======== Given records ========

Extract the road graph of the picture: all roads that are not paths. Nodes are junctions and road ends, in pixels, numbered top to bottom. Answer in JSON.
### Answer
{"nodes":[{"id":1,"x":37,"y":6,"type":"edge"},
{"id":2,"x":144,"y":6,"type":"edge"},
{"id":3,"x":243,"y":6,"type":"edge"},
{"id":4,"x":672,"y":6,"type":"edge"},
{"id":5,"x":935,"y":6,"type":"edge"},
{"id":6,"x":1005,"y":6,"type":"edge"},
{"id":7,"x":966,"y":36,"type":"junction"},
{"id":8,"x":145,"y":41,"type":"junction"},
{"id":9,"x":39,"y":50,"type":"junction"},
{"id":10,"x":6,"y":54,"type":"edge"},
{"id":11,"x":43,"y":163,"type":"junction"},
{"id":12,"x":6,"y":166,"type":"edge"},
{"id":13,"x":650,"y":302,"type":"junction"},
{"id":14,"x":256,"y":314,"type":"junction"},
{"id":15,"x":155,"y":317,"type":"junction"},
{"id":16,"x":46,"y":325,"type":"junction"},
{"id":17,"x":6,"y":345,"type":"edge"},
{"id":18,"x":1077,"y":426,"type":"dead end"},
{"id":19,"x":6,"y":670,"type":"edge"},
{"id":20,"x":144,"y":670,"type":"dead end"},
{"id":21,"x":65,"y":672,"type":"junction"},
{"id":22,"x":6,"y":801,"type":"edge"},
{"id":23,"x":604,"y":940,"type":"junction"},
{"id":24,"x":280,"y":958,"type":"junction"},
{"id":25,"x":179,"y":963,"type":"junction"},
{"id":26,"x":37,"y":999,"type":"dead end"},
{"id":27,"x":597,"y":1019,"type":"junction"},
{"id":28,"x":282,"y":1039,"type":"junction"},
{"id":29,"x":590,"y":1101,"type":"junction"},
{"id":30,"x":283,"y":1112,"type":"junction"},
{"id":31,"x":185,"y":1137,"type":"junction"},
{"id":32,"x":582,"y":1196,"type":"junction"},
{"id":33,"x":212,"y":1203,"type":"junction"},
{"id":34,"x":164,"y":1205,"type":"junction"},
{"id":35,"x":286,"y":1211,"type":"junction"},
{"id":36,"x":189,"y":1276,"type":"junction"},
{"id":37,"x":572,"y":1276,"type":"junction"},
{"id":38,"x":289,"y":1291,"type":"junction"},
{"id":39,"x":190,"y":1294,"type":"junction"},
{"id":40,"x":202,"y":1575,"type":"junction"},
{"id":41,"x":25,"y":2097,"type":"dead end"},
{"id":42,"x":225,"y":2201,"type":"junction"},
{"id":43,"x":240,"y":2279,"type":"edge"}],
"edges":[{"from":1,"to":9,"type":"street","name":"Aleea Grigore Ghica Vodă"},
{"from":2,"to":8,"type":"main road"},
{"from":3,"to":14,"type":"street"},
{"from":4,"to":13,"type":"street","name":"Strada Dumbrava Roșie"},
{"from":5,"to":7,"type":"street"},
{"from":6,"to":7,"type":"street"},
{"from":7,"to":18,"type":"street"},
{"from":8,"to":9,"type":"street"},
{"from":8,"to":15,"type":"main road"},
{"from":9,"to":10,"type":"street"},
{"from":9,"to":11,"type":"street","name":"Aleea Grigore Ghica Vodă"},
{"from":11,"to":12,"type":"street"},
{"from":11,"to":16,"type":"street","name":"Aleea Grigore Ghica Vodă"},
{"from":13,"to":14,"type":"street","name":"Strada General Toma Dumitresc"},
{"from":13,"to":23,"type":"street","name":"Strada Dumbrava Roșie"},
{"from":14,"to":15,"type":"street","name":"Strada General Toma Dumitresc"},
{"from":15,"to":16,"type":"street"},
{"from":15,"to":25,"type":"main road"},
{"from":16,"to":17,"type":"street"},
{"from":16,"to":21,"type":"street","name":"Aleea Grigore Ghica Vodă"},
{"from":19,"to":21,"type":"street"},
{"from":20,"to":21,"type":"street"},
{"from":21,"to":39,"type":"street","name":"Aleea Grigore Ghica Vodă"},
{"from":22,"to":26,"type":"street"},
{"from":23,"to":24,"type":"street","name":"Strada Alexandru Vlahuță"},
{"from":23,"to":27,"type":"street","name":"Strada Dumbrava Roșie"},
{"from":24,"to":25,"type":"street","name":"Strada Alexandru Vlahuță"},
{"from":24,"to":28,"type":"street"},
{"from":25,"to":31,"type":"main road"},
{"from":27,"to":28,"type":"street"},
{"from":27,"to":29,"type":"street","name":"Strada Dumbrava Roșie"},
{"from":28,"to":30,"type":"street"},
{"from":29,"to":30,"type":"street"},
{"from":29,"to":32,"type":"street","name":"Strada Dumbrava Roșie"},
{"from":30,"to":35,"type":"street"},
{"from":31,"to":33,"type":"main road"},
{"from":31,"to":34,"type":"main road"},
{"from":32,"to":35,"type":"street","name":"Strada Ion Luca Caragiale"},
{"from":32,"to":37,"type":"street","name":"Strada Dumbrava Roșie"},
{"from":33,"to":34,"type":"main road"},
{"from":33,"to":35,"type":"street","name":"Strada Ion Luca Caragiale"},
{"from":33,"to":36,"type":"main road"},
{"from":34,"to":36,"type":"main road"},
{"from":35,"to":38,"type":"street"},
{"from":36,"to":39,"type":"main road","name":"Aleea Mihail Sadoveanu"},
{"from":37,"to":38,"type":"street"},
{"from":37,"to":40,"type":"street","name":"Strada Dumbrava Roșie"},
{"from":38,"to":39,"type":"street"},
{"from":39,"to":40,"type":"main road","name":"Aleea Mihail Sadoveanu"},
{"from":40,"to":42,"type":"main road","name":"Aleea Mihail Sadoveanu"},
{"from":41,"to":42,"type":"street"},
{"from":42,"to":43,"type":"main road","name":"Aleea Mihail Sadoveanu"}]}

========

**Try it**
Tally the lines of the listing that include "Dumbrava". Reply with nothing but the count.

**Result**
7